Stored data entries
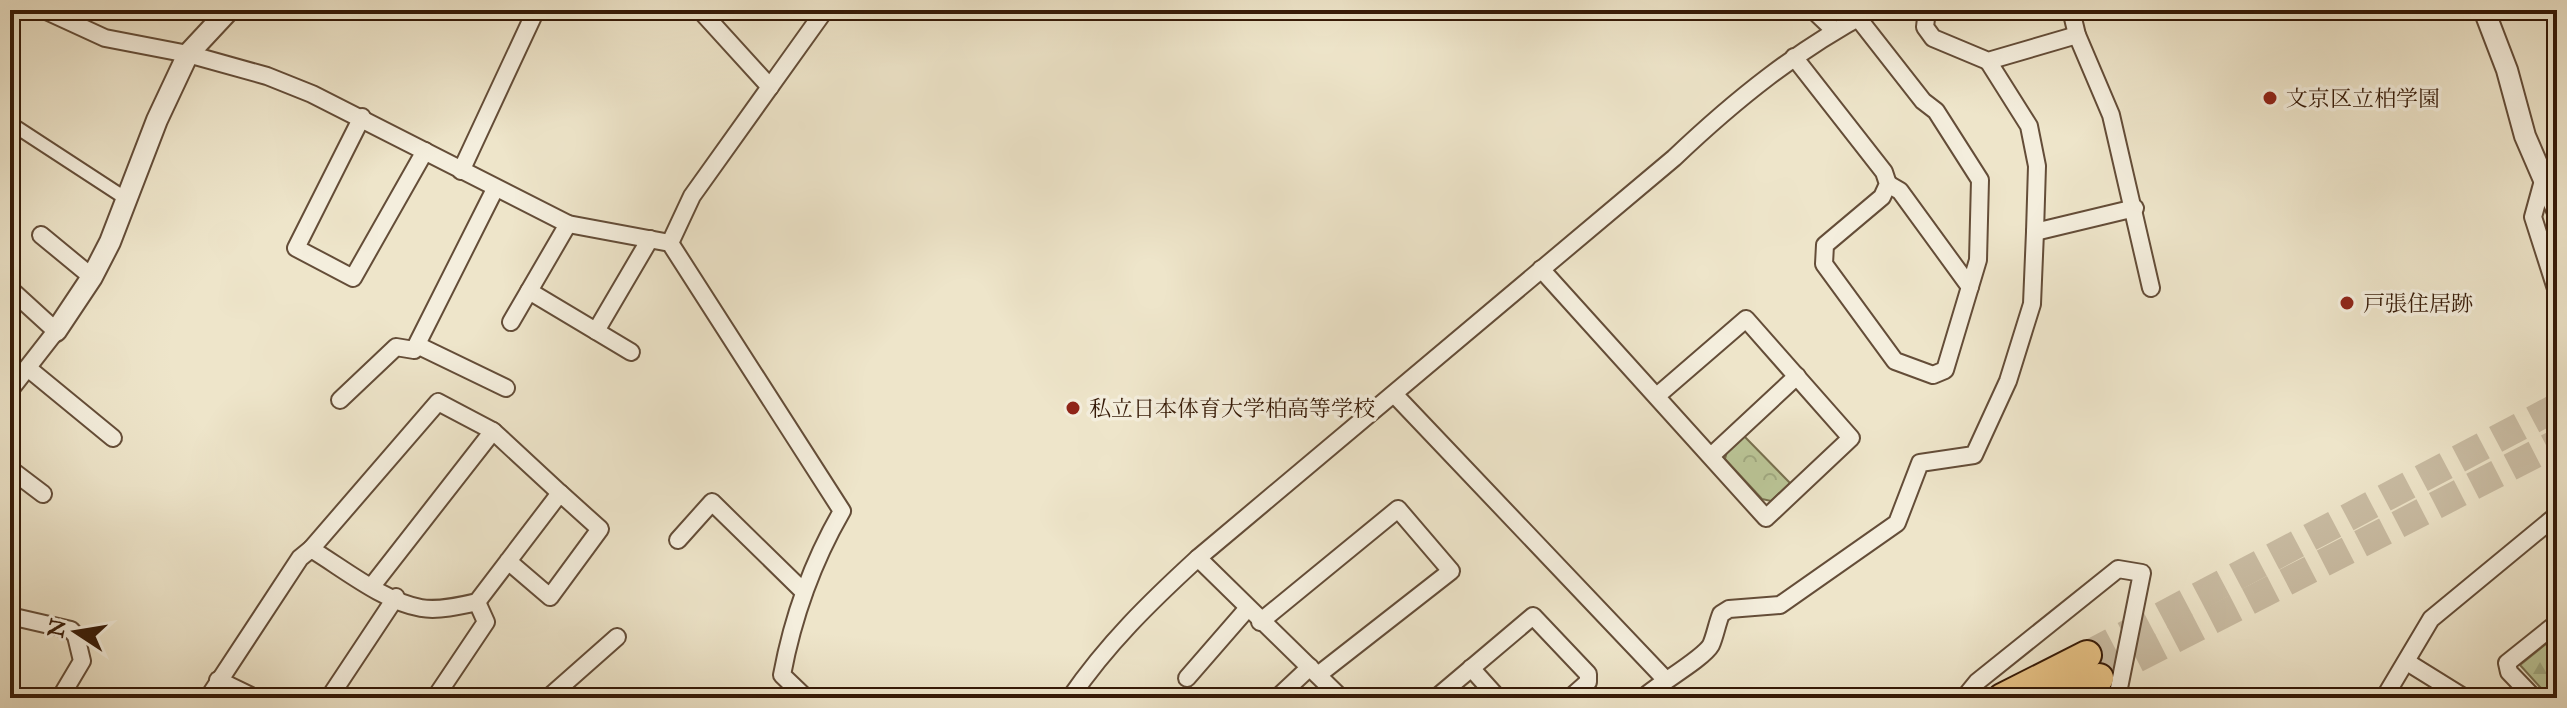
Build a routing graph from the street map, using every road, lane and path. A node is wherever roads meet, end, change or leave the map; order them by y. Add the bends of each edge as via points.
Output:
1 (44, 10) edge
2 (229, 10) edge
3 (536, 10) edge
4 (702, 10) edge
5 (825, 10) edge
6 (1813, 10) edge
7 (1927, 10) edge
8 (2071, 10) edge
9 (2484, 10) edge
10 (1866, 14) edge
11 (1834, 30) junction
12 (2077, 35) junction
13 (188, 54) junction
14 (1794, 57) junction
15 (1988, 61) junction
16 (770, 87) junction
17 (362, 117) junction
18 (10, 123) edge
19 (425, 151) junction
20 (461, 171) junction
21 (2544, 177) junction
22 (1888, 184) junction
23 (495, 189) junction
24 (128, 200) junction
25 (2135, 208) junction
26 (2557, 210) edge
27 (568, 224) junction
28 (2035, 232) junction
29 (41, 235) dead end
30 (650, 239) junction
31 (670, 243) junction
32 (1541, 269) junction
33 (92, 277) junction
34 (1970, 287) junction
35 (2151, 288) dead end
36 (10, 289) edge
37 (529, 291) junction
38 (2557, 292) edge
39 (511, 322) dead end
40 (56, 331) junction
41 (596, 331) junction
42 (417, 345) junction
43 (631, 352) dead end
44 (1797, 376) junction
45 (17, 378) edge
46 (506, 388) dead end
47 (1394, 394) junction
48 (1658, 395) junction
49 (340, 400) dead end
50 (493, 431) junction
51 (113, 438) dead end
52 (1711, 456) junction
53 (10, 469) edge
54 (560, 493) junction
55 (43, 494) dead end
56 (2557, 515) edge
57 (678, 540) dead end
58 (311, 549) junction
59 (1198, 558) junction
60 (508, 561) junction
61 (372, 586) junction
62 (804, 592) junction
63 (396, 597) junction
64 (477, 602) junction
65 (1247, 609) junction
66 (10, 616) edge
67 (1260, 622) junction
68 (2557, 623) edge
69 (617, 637) dead end
70 (2407, 662) junction
71 (1471, 668) junction
72 (1314, 671) junction
73 (2101, 677) edge
74 (1187, 678) dead end
75 (1665, 679) junction
76 (218, 680) junction
77 (60, 698) edge
78 (208, 698) edge
79 (255, 698) edge
80 (329, 698) edge
81 (435, 698) edge
82 (548, 698) edge
83 (806, 698) edge
84 (1070, 698) edge
85 (1277, 698) edge
86 (1341, 698) edge
87 (1436, 698) edge
88 (1498, 698) edge
89 (1570, 698) edge
90 (1643, 698) edge
91 (1964, 698) edge
92 (2002, 698) edge
93 (2060, 698) edge
94 (2384, 698) edge
95 (2465, 698) edge
96 (2534, 698) edge

1 - 13 street via 105,38
2 - 13 street
3 - 20 street
4 - 16 street
5 - 16 street
6 - 11 street
7 - 15 street via 1925,27 1933,38
8 - 12 street
9 - 21 street via 2525,136
10 - 11 street
10 - 34 street via 1980,180 1978,260
11 - 14 street
12 - 15 street
12 - 25 street via 2111,115
13 - 17 street via 267,76
13 - 24 street
14 - 22 street
14 - 32 street via 1728,107
15 - 28 street via 2029,126 2037,166
16 - 31 street via 692,196
17 - 19 street
17 - 19 street via 296,248 353,278
18 - 24 street
19 - 20 street
20 - 23 street
21 - 26 street
21 - 38 street via 2533,217
22 - 34 street via 1900,191
22 - 34 street via 1882,197 1825,245 1824,264 1895,361 1933,375 1945,370
23 - 27 street
23 - 42 street
24 - 33 street
25 - 28 street
25 - 35 street
27 - 30 street
27 - 37 street
28 - 75 street via 2032,304 2008,381 1974,455 1920,463 1897,523 1780,605 1721,614 1710,647
29 - 33 street
30 - 31 street
30 - 41 street
31 - 62 street via 842,511 817,554
32 - 47 street
32 - 48 street
33 - 40 street
36 - 40 street
37 - 39 street
37 - 41 street
40 - 45 street
41 - 43 street
42 - 46 street
42 - 49 street via 414,350 396,347
44 - 48 street via 1746,319
44 - 52 street
44 - 52 street via 1851,438 1766,518
45 - 51 street
47 - 59 street
47 - 75 street
48 - 52 street
50 - 54 street
50 - 58 street via 438,402
50 - 61 street
53 - 55 street
54 - 60 street
54 - 60 street via 600,529 550,597
56 - 70 street via 2431,619
57 - 62 street via 712,502
58 - 61 street
58 - 76 street
59 - 65 street
59 - 84 street via 1131,619
60 - 64 street
61 - 63 street
62 - 83 street via 782,675
63 - 64 street via 421,608
63 - 80 street
64 - 81 street via 486,622
65 - 67 street
65 - 74 street
66 - 77 street via 71,630 76,636 82,661
67 - 72 street
67 - 72 street via 1398,509 1451,571
68 - 96 street via 2507,663
69 - 82 street
70 - 94 street
70 - 95 street
71 - 87 street
71 - 88 street
71 - 89 street via 1533,616 1588,674 1588,682
72 - 85 street
72 - 86 street
73 - 91 street via 2142,573 2118,569
73 - 92 highway
73 - 93 highway
75 - 90 street
76 - 78 street
76 - 79 street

ABOUT THIS EXERCISE:
Copy every line of the records above that contains "dead".

YOUR SOLUTION:
29 (41, 235) dead end
35 (2151, 288) dead end
39 (511, 322) dead end
43 (631, 352) dead end
46 (506, 388) dead end
49 (340, 400) dead end
51 (113, 438) dead end
55 (43, 494) dead end
57 (678, 540) dead end
69 (617, 637) dead end
74 (1187, 678) dead end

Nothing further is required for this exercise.